As it tries again in 2014 to win back control of the House of Representatives, the Democratic Congressional Campaign Committee says it's got its eyes on 48 Republican-held seats.
"We need 17 seats to pick up the House. So we begin with an early universe of 30 districts where the incumbent got less than 10% and an additional 18 districts that we think can perform better in an off year than an on year," DCCC Chairman Steve Israel told reporters Thursday.
Israel asserted Republicans will be most vulnerable in suburban areas and areas with a growing Latino population in the 2014 midterm elections.

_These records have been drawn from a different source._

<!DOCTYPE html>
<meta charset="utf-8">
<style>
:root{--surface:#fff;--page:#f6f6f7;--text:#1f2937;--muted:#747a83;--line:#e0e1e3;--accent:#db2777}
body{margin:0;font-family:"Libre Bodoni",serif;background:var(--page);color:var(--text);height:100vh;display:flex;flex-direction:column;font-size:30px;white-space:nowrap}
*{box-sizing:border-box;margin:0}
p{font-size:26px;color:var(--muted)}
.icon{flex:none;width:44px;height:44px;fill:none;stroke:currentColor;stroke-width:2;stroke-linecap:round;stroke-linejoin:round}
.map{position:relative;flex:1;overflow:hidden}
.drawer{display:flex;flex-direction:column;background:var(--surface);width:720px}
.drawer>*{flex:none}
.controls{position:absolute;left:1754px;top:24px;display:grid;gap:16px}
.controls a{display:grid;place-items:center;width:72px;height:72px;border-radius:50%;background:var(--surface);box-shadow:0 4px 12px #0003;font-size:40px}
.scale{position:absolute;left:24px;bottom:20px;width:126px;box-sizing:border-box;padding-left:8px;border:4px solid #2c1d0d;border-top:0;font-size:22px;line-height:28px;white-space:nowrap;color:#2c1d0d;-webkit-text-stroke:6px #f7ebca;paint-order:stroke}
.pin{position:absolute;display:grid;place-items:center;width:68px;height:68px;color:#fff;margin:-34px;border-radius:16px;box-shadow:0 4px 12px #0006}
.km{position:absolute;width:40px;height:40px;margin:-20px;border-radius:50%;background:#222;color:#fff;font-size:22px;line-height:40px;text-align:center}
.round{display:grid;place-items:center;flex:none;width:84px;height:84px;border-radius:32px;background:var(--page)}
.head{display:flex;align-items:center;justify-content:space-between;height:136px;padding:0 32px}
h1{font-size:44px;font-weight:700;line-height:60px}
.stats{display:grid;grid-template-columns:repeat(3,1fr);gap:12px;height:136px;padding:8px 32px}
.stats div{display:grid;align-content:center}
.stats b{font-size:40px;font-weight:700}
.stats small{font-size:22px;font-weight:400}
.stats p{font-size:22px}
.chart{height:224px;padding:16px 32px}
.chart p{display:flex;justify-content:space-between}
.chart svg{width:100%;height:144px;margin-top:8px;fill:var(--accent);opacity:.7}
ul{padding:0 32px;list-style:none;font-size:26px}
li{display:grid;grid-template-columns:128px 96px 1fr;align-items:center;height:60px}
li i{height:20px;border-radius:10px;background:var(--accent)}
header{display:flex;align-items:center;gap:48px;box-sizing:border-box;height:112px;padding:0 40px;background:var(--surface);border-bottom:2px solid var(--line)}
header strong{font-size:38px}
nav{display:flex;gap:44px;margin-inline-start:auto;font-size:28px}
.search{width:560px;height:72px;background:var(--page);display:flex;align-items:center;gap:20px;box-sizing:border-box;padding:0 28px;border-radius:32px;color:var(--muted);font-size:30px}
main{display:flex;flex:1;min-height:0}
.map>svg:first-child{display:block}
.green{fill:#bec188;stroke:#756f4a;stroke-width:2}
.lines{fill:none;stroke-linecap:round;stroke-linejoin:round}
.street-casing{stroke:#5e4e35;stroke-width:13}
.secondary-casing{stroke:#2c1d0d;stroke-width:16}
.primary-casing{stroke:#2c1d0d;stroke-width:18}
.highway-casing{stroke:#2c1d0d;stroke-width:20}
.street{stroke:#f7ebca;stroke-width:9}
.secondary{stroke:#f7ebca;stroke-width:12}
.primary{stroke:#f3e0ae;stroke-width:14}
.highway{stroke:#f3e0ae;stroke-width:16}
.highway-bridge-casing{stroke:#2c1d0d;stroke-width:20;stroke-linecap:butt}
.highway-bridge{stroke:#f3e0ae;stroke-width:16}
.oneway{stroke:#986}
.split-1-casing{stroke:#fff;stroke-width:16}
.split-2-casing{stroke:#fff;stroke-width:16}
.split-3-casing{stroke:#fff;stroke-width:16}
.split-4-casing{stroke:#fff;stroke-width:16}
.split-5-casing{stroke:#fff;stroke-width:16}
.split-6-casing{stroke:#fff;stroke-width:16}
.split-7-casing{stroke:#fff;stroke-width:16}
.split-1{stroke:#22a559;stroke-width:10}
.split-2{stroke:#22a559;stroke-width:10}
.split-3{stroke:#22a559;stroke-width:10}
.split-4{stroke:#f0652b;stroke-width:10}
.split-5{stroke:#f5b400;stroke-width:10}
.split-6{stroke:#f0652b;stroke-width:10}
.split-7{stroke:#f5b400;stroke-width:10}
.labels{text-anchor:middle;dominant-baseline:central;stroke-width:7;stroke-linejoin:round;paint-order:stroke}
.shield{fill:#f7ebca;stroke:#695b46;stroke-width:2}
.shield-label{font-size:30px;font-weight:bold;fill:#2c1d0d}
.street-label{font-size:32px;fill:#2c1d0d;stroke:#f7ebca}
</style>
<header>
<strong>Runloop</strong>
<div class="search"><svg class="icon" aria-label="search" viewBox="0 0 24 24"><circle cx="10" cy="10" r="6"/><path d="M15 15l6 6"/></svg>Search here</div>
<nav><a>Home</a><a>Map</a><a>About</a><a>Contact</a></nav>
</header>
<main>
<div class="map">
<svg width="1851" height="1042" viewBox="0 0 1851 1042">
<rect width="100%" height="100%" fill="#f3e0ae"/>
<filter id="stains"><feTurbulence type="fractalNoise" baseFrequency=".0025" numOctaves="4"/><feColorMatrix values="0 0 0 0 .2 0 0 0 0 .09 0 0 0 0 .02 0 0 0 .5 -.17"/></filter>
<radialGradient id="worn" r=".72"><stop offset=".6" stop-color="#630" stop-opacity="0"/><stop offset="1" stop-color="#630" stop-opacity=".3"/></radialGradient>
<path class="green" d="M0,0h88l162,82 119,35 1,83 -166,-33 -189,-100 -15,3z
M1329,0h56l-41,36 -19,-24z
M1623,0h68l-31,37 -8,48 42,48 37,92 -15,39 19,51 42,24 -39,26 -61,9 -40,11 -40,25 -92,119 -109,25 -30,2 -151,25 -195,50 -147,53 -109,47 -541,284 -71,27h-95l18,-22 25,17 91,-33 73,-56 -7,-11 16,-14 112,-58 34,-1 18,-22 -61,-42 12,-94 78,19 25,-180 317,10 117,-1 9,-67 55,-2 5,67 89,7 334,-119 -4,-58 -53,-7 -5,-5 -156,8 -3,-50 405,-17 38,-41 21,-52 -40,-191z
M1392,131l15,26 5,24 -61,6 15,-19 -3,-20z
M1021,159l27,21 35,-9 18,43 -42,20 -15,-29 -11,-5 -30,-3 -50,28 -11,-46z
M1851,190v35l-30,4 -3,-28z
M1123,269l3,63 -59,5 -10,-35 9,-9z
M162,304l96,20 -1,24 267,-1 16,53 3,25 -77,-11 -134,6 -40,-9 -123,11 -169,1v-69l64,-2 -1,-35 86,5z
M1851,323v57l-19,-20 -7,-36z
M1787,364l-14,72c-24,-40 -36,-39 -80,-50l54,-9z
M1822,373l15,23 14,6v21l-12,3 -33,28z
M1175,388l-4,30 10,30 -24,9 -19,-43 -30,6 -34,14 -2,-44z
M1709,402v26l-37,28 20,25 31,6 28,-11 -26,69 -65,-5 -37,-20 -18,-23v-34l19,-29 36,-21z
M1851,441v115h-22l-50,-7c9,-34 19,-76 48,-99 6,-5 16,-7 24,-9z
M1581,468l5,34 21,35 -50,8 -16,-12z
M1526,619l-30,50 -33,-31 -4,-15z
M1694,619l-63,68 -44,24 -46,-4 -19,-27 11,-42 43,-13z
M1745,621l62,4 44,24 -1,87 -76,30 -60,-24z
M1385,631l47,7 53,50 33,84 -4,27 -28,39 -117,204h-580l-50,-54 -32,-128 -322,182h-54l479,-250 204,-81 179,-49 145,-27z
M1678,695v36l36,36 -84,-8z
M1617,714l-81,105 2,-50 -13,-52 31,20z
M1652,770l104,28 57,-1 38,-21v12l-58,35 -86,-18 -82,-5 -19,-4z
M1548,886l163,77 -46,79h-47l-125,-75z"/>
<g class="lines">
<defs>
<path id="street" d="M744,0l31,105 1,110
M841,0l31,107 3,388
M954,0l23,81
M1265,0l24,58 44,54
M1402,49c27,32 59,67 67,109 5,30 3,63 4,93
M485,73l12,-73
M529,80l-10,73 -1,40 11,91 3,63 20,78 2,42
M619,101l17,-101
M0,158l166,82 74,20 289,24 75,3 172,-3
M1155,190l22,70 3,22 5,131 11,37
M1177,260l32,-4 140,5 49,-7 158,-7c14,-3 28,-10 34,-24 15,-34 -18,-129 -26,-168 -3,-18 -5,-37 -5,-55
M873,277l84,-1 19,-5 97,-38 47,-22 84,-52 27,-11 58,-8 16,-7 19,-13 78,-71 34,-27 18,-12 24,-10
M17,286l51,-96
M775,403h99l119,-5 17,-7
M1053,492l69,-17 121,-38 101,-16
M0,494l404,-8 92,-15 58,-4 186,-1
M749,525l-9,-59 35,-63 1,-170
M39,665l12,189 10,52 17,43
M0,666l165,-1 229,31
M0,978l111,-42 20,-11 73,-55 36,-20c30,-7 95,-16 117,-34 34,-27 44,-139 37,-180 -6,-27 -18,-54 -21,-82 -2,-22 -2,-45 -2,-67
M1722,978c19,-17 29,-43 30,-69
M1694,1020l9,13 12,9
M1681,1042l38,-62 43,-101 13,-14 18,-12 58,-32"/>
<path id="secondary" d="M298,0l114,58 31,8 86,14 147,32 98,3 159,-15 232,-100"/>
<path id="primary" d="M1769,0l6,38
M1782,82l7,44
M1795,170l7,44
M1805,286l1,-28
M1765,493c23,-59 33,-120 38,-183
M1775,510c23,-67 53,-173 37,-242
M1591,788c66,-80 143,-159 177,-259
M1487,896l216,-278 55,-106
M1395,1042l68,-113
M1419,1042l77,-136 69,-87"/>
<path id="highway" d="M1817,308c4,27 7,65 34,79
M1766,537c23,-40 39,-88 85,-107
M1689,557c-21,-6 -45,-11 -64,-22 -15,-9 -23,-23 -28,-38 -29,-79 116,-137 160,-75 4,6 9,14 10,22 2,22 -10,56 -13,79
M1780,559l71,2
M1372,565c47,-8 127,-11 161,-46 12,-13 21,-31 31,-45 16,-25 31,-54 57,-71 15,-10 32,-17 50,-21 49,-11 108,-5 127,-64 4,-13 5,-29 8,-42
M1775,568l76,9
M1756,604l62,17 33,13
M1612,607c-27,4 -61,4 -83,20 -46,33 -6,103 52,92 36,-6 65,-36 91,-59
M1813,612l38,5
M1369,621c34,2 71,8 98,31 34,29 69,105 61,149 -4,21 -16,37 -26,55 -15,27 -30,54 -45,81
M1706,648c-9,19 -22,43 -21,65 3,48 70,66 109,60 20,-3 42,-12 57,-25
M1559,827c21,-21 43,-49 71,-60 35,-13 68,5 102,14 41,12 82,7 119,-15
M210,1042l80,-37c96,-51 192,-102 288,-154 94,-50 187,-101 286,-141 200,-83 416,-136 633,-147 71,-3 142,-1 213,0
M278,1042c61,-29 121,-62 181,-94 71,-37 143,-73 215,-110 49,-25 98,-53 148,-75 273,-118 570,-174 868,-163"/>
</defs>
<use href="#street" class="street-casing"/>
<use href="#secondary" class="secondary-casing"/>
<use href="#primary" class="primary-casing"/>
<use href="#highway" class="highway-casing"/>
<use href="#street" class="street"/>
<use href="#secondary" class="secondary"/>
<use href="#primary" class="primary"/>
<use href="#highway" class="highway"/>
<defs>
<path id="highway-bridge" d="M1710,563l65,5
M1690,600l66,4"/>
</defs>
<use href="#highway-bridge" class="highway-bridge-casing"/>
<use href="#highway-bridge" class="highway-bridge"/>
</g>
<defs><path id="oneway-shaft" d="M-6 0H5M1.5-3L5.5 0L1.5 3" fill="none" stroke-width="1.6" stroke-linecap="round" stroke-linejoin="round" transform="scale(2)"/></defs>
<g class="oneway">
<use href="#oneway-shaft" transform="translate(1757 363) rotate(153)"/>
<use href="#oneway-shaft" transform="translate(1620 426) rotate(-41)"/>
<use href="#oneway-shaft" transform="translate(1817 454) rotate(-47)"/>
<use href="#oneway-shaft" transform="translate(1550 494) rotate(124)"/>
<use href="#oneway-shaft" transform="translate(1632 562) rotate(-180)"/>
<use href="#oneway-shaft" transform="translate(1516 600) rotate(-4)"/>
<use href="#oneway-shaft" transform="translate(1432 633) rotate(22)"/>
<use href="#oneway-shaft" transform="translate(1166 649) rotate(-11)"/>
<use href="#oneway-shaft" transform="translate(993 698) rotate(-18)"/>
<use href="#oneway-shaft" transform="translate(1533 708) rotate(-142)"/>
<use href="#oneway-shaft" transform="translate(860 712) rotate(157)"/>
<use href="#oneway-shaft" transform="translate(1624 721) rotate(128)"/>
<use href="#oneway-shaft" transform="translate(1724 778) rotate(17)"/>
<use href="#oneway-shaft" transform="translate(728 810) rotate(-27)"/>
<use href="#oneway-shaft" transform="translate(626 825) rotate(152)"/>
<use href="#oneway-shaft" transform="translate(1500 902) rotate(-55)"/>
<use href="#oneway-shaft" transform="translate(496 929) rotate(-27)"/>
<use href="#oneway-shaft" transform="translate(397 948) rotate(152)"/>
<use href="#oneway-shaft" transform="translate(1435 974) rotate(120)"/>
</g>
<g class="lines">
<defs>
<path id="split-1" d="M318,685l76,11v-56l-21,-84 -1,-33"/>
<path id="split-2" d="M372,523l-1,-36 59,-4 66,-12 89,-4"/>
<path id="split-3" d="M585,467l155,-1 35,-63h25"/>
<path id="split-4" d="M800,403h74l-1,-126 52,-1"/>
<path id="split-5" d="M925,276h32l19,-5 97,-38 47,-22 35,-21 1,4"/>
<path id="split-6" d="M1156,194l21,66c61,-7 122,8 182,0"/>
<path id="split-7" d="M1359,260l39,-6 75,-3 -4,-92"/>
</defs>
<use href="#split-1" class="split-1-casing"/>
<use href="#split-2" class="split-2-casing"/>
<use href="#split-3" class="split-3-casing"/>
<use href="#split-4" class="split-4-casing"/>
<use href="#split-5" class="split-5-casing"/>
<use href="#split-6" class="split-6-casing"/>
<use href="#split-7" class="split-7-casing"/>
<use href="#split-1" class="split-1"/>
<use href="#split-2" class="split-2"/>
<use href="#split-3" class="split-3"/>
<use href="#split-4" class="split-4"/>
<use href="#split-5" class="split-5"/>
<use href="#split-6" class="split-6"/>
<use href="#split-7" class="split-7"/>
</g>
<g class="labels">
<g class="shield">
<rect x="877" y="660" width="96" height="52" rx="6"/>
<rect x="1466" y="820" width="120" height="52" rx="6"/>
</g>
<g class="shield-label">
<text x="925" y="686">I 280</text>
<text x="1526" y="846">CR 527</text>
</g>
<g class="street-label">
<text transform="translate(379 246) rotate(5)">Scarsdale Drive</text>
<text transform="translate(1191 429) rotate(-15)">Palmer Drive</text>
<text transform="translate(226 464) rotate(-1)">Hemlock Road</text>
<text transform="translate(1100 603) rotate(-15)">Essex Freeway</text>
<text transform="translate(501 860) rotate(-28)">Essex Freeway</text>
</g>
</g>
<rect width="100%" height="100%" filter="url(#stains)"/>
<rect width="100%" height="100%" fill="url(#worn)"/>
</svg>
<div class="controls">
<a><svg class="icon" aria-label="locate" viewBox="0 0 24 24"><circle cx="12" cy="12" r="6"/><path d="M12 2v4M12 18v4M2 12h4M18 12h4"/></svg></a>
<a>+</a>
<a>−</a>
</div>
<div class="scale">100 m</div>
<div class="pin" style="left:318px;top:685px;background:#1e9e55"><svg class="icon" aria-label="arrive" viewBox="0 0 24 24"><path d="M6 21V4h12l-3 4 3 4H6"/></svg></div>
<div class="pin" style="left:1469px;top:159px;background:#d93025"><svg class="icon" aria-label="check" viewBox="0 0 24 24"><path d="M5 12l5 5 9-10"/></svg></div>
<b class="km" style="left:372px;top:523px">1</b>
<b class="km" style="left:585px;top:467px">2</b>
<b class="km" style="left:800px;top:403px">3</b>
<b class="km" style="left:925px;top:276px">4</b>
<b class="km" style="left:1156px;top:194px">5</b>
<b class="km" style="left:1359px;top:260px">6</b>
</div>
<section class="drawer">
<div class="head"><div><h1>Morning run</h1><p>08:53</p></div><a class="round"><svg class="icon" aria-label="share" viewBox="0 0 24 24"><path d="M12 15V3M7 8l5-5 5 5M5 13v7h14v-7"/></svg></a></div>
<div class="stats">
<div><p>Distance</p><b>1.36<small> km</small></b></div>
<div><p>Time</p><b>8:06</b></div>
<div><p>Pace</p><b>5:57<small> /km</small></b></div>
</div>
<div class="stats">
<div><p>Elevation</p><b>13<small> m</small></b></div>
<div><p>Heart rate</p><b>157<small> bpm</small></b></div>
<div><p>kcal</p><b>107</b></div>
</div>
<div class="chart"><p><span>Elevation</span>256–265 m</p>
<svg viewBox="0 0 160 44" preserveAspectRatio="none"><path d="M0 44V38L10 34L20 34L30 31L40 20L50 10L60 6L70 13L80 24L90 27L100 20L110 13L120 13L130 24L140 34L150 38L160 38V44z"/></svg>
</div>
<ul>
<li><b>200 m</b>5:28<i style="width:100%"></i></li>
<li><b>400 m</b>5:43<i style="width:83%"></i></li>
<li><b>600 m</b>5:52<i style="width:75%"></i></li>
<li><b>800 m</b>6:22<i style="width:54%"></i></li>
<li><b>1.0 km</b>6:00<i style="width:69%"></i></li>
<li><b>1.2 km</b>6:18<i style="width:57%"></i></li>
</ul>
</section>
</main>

Israel, the Democrat from New York, is returning for a second cycle as DCCC chairman. Democrats needed to win back 25 seats last month to gain control of the House. Although they fell far short of that goal, they did win back eight seats from the GOP. Republicans will have a 234-201 advantage next month when the new Congress is seated. Each party will have a vacant seat.
Israel said the DCCC has completed an initial review of what they did right and wrong in the 2012 cycle. While he wouldn't give specifics, Israel said strong recruitment is crucial.
"We've studied what we can do better. Now we are incorporating that into moving forward. The key issue here is that it all starts with recruiting," he said. "The reason we picked up seats in 2012 is because we aggressively began recruiting in 2010."
Israel also touted how the DCCC has already been aggressively going after Republicans since last month's election.
"The 2014 election began on Election Day in 2012. We started before the cycle was over. So before the bottom of the ninth with two outs, two strikes, we were already figuring out our batting order for the very next game," said Israel. "We hit the ground running. We have been on offensive."
The DCCC said Wednesday they would air radio ads against 21 House Republicans who have refused to sign a discharge petition advanced by Democrats that would allow a vote in the chamber on extending Bush-era tax cuts for households making less than $250,000 per year. The Bush-era cuts expire at the end of the year.
Israel also announced the DCCC's new leadership: Rep. Jared Polis (Colorado) as chairman for candidate services; Rep. Allyson Schwartz (Pennsylvania) as national finance chairwoman; Rep. Joseph Crowley (New York) as D.C. finance chairman and Rep. James Clyburn (South Carolina) as national mobilization chairman.
Israel also announced that Rep. Tim Walz (Minnesota) will chair the DCCC's Frontline program, which aids vulnerable incumbents, Rep. Donna Edwards (Maryland) will chair the recruitment committee, along with vice-chairman Gary Peters (Michigan); and Reps. Richard Neal (Massachusetts), Jim Himes (Connecticut) and Terri Sewell (Alabama) will be vice-chairmen of finance and will chair the committee's business council.